The first Roman Catholic Church in Broadford was built in 1819-1820 on the Newcastle West road, where Ó Suilleabháin’s corner house now stands. A house nearby was the childhood home from 1884 to 1885 of James Duhig (1871-1965), Archbishop of Brisbane.
The site for a new church was donated in 1839 by Lord Muskerry, who lived in Springfield Castle, who donated the site and a gift of £50 to the parish priest, Father Reeves (1833-1840).
However, the resignation of Father Reeves in 1840 delayed the project, and it was another four years before work began on the present Church Our Lady of the Snows in 1844 under the next parish priest, Father Patrick Quaid.
The church was completed in 1846. It was built with limestone that was quarried locally measured 90 ft by 30 ft. The church is built on a north/south axis rather than the liturgically normal east/west axis Father Quaid added the cut-stone belfry to the church in 1856. An inscription on the belfry reads ‘Revd P Quaid 1856.’
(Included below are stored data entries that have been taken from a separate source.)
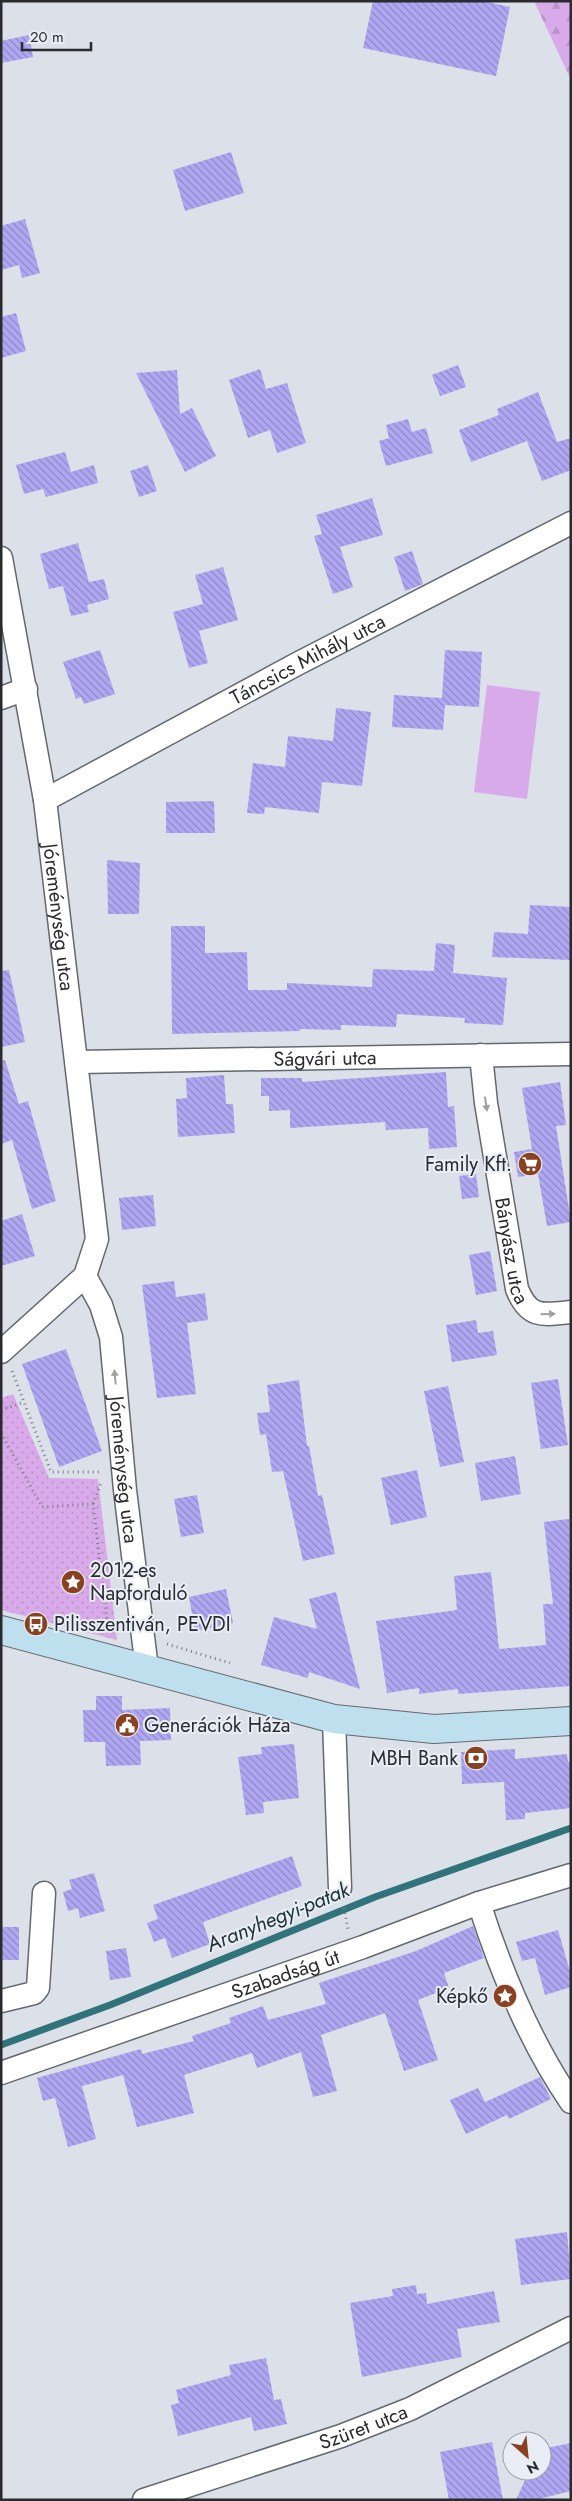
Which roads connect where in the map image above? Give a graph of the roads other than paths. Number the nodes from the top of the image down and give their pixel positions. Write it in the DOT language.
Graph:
graph roads {
  1 [pos="571,523"];
  2 [pos="1,558"];
  3 [pos="26,689"];
  4 [pos="1,698"];
  5 [pos="45,800"];
  6 [pos="571,1054"];
  7 [pos="481,1055"];
  8 [pos="78,1062"];
  9 [pos="85,1276"];
  10 [pos="571,1312"];
  11 [pos="6,1359"];
  12 [pos="1,1630"];
  13 [pos="147,1669"];
  14 [pos="334,1719"];
  15 [pos="571,1721"];
  16 [pos="571,1875"];
  17 [pos="340,1888"];
  18 [pos="44,1893"];
  19 [pos="479,1903"];
  20 [pos="1,2001"];
  21 [pos="1,2073"];
  22 [pos="571,2102"];
  23 [pos="571,2328"];
  24 [pos="144,2500"];
  1 -- 5 [label="street, Táncsics Mihály utca"];
  2 -- 3 [label="street, Jóreménység utca"];
  3 -- 4 [label="street"];
  3 -- 5 [label="street, Jóreménység utca"];
  5 -- 8 [label="street, Jóreménység utca"];
  6 -- 7 [label="street, Ságvári utca"];
  7 -- 8 [label="street, Ságvári utca"];
  7 -- 10 [label="street, Bányász utca, one-way"];
  8 -- 9 [label="street, Jóreménység utca"];
  9 -- 11 [label="street, Jóreménység utca"];
  13 -- 9 [label="street, Jóreménység utca, one-way"];
  12 -- 13 [label="main road"];
  13 -- 14 [label="main road"];
  14 -- 15 [label="main road"];
  14 -- 17 [label="street"];
  16 -- 19 [label="street, Szabadság út"];
  18 -- 20 [label="street"];
  19 -- 21 [label="street, Szabadság út"];
  19 -- 22 [label="street"];
  23 -- 24 [label="street, Szüret utca"];
}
The stained-glass window above the altar depicts the Crucifixion, flanked by Saint Anthony (left) and Saint David (right). These windows were donated by David MacMahon in 1903 in memory of David and Johanna MacMahon, in 1903.
There is a statue of the Virgin Mary to the left of the altar and a statue to the right of Saint Theresa in memory of John Connors.
The porch, front wall and gates were added by Archdeacon Hugh O’Connor in the 1950s when he was parish priest (1946-1972). Further renovations work was carried out on in 1983-1986.
A statue of the Sacred Heart stands on the left in the churchyard, with a Crucifixion scene on the right of the church.
This is a pre-Famine church, and a small memorial in the churchyard commemorates the 2,500 people from the parish who died or emigrated during the Great Famine (1845-1852).